Globe artichokes: the very impressive, large globular buds of a very sturdy thistle; you eat the overlapping scales by scraping them with your teeth, the 'heart' is the base of the flowering structure inside and is sort of creamy/waxy in texture. Can't say too much about these, as I've not eaten them much; the bud scales taste sort of like asparagus. Sort of. Perhaps I'll try some of these sometime soon, but they are so damned expensive.

Jerusalem artichokes: the tuberous roots of a close relative of the sunflower; they look a bit like potatoes, but instead of starch, they contain something called inulin (not insulin), which I think is more like a sugar. They have quite a strong nutty, earthy taste. If you like parsnips, you'll probably like Jerusalem artichokes - in fact one of my favourite ways to serve them is to finely slice potatoes, artichokes and parsnips, layer them in a dish, splash on a bit of milk and bake the whole thing until tender.
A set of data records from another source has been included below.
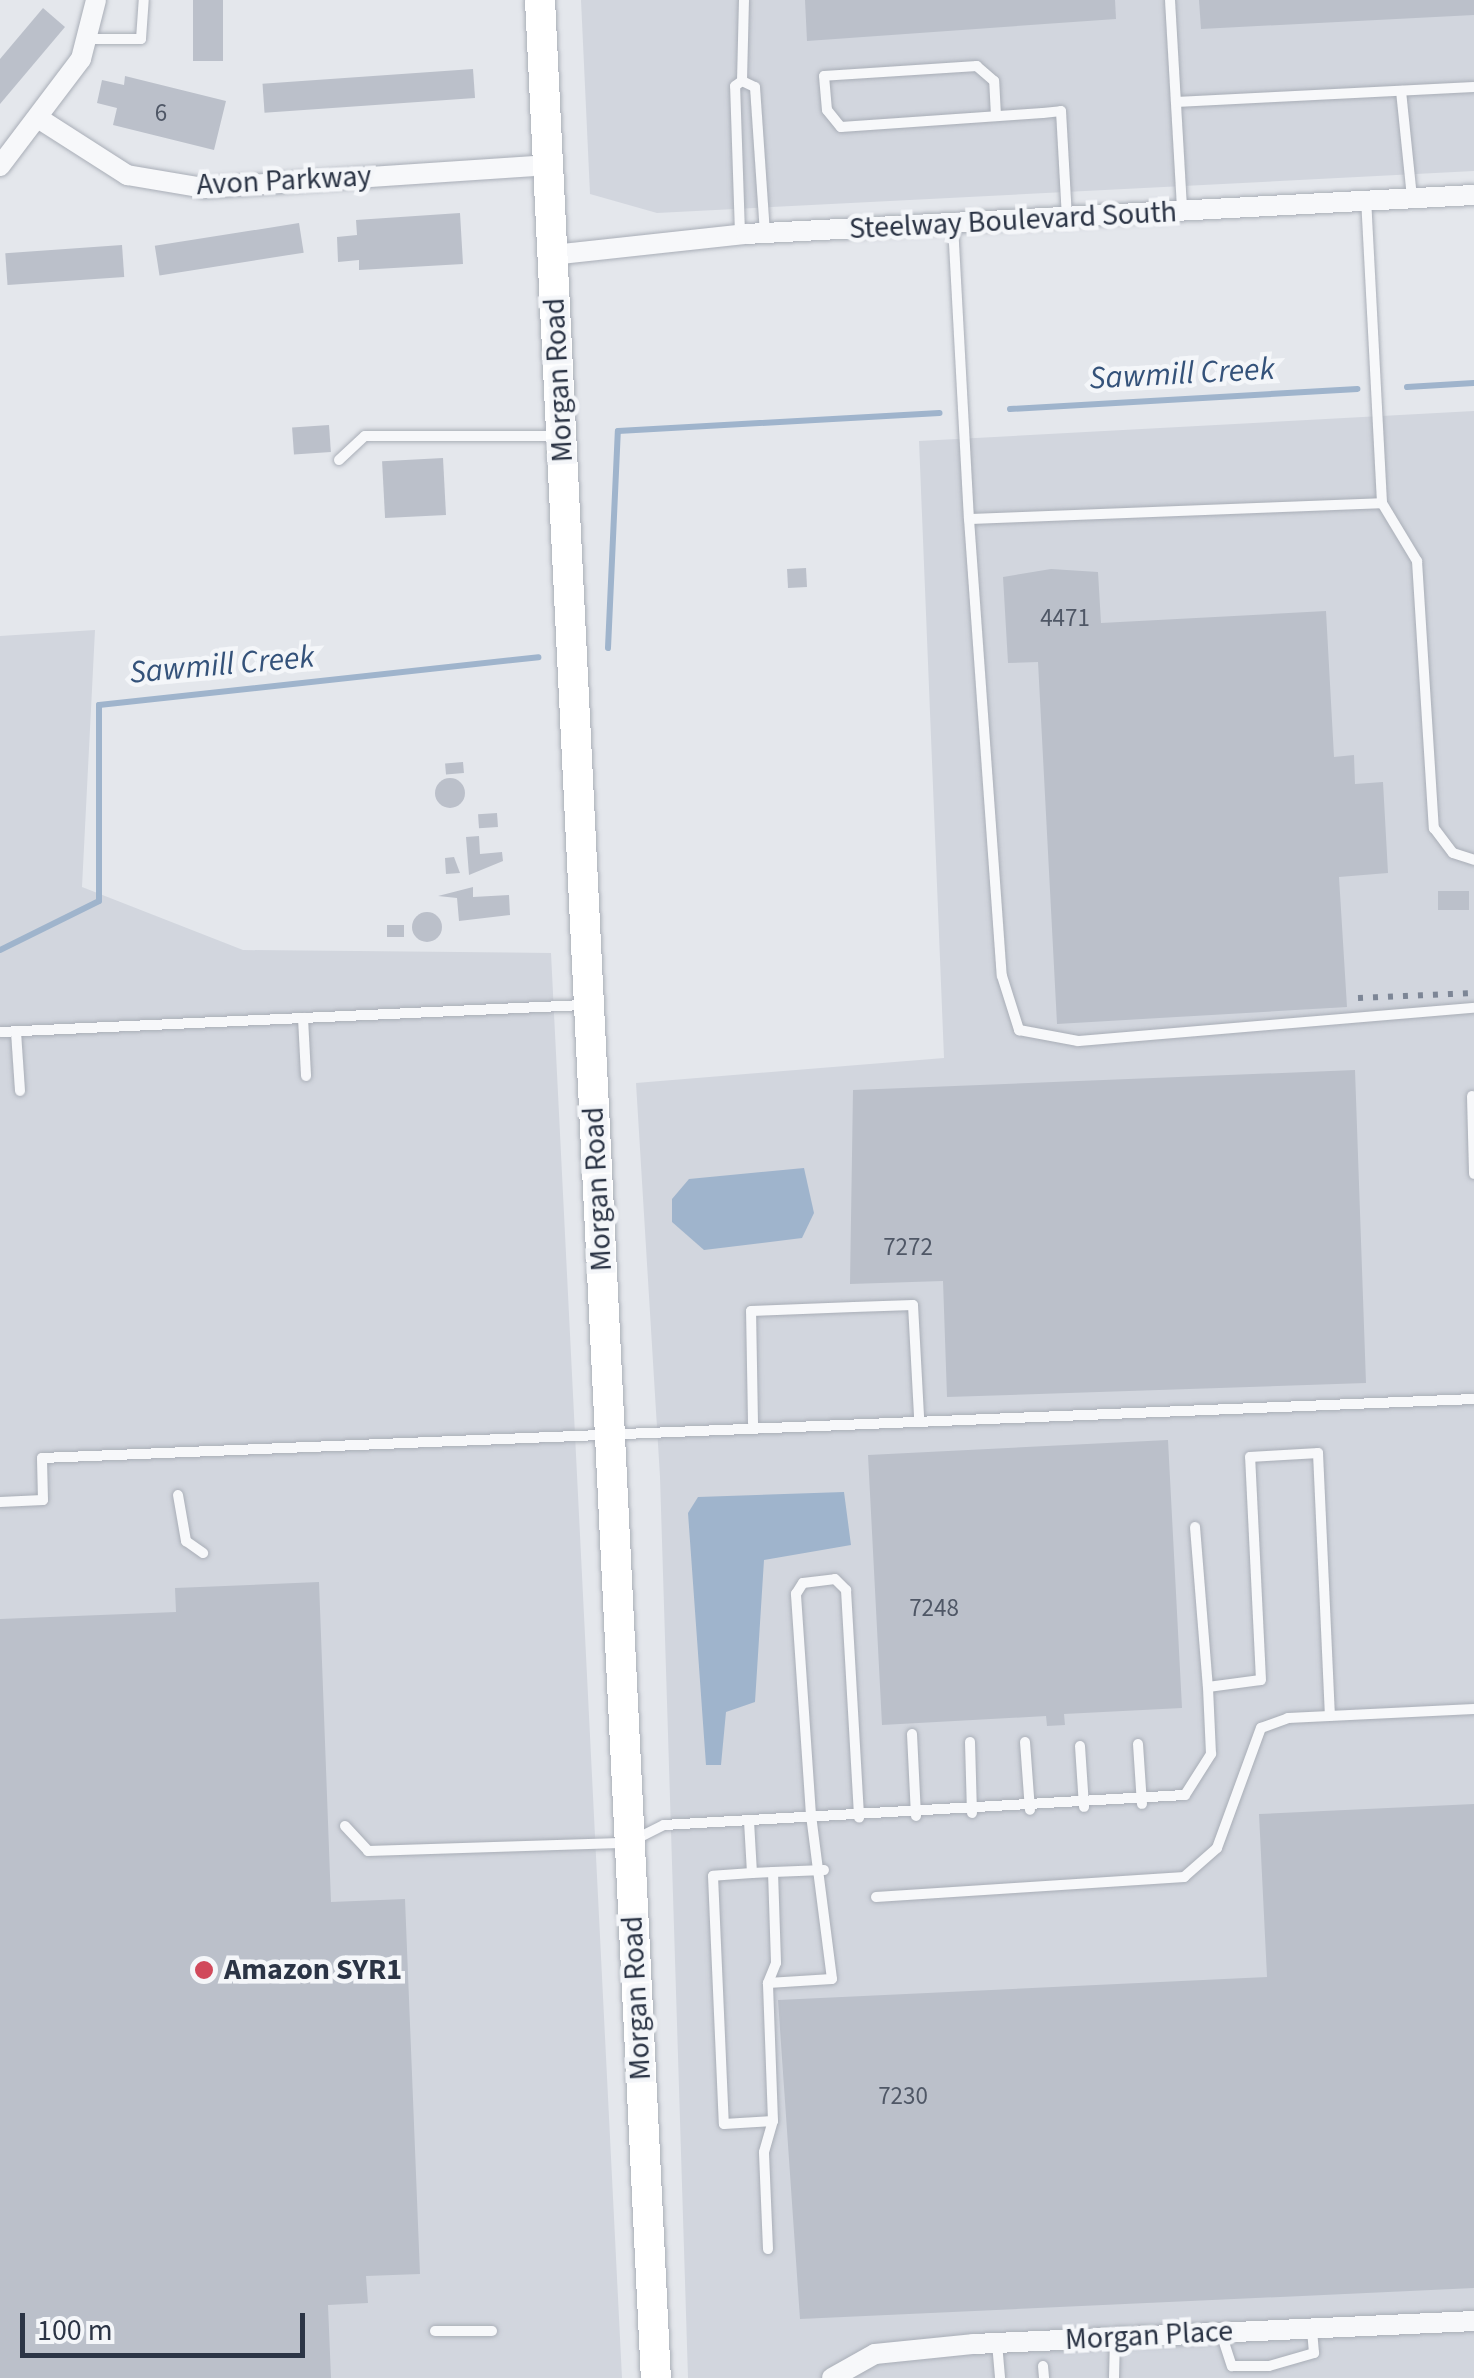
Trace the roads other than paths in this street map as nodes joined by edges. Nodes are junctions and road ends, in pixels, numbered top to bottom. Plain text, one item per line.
1 (96, 0) edge
2 (144, 0) edge
3 (540, 0) edge
4 (744, 0) edge
5 (1170, 0) edge
6 (89, 39) junction
7 (742, 81) junction
8 (1474, 87) edge
9 (1401, 91) junction
10 (1176, 102) junction
11 (996, 116) junction
12 (38, 118) junction
13 (547, 165) junction
14 (0, 166) edge
15 (1474, 195) edge
16 (1412, 198) junction
17 (1366, 201) junction
18 (1182, 212) junction
19 (1067, 219) junction
20 (953, 226) junction
21 (765, 233) junction
22 (740, 235) junction
23 (552, 255) junction
24 (562, 436) junction
25 (339, 460) dead end
26 (1382, 503) junction
27 (969, 519) junction
28 (1474, 860) edge
29 (590, 1005) junction
30 (1474, 1008) edge
31 (303, 1018) junction
32 (0, 1032) edge
33 (16, 1032) junction
34 (306, 1076) dead end
35 (20, 1091) dead end
36 (1472, 1096) dead end
37 (1474, 1174) edge
38 (1474, 1398) edge
39 (919, 1417) junction
40 (753, 1423) junction
41 (609, 1432) junction
42 (178, 1495) dead end
43 (0, 1502) edge
44 (1195, 1527) dead end
45 (203, 1553) dead end
46 (1208, 1686) junction
47 (1474, 1709) edge
48 (1330, 1716) junction
49 (912, 1734) dead end
50 (970, 1742) dead end
51 (1026, 1742) dead end
52 (1138, 1744) dead end
53 (1080, 1746) dead end
54 (1142, 1804) junction
55 (1084, 1807) junction
56 (1030, 1810) junction
57 (972, 1812) junction
58 (810, 1816) junction
59 (916, 1816) junction
60 (859, 1818) junction
61 (749, 1821) junction
62 (345, 1826) dead end
63 (628, 1843) junction
64 (824, 1870) junction
65 (773, 1872) junction
66 (752, 1874) junction
67 (876, 1897) dead end
68 (768, 1983) junction
69 (773, 2121) junction
70 (768, 2249) dead end
71 (1474, 2320) edge
72 (1312, 2328) junction
73 (435, 2331) dead end
74 (492, 2331) dead end
75 (1221, 2332) junction
76 (1115, 2338) junction
77 (997, 2343) junction
78 (656, 2378) edge
79 (832, 2378) edge
80 (1000, 2378) edge
81 (1114, 2378) edge

1 - 6 street
2 - 6 lane
3 - 13 street, Morgan Road
4 - 7 lane
5 - 10 lane
6 - 12 street
7 - 21 lane
7 - 22 lane
8 - 9 lane
9 - 10 lane
9 - 16 lane
10 - 18 lane
11 - 11 lane
11 - 19 lane
12 - 13 street, Avon Parkway
12 - 14 street
13 - 23 street, Morgan Road
15 - 16 street, Steelway Boulevard South
16 - 17 street, Steelway Boulevard South
17 - 18 street, Steelway Boulevard South
17 - 26 lane
18 - 19 street, Steelway Boulevard South
19 - 20 street, Steelway Boulevard South
20 - 21 street, Steelway Boulevard South
20 - 27 lane
21 - 22 street, Steelway Boulevard South
22 - 23 street, Steelway Boulevard South
23 - 24 street, Morgan Road
24 - 25 lane
24 - 29 street, Morgan Road
26 - 27 lane
26 - 28 lane
27 - 30 lane
29 - 31 lane
29 - 41 street, Morgan Road
31 - 33 lane
31 - 34 lane
32 - 33 lane
33 - 35 lane
36 - 37 lane
38 - 39 lane
39 - 40 lane
39 - 40 lane
40 - 41 lane
41 - 43 lane
41 - 63 street, Morgan Road
42 - 45 lane
44 - 46 lane
46 - 48 lane
46 - 54 lane
47 - 48 lane
48 - 67 lane
49 - 59 lane
50 - 57 lane
51 - 56 lane
52 - 54 lane
53 - 55 lane
54 - 55 lane
55 - 56 lane
56 - 57 lane
57 - 59 lane
58 - 60 lane
58 - 60 lane
58 - 61 lane
58 - 64 lane
59 - 60 lane
61 - 63 lane
61 - 66 lane
62 - 63 lane
63 - 78 street, Morgan Road
64 - 65 lane
64 - 68 lane
65 - 66 lane
65 - 68 lane
66 - 69 lane
68 - 69 lane
69 - 70 lane
71 - 72 street, Morgan Place
72 - 75 street, Morgan Place
72 - 75 lane
73 - 74 lane
75 - 76 street, Morgan Place
76 - 77 street, Morgan Place
76 - 81 lane
77 - 79 street, Morgan Place
77 - 80 lane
They should be peeled immediately before cooking, as they will discolour rapidly.
The etymology of the Jerusalem in the name is much disputed; some say it derives from Girasolle ('sun follower'), others say it is a corruption of Terneuzen (a town in the Netherlands where they were first introduced to Europe, or something). The smart people ignore all that and just eat them anyway.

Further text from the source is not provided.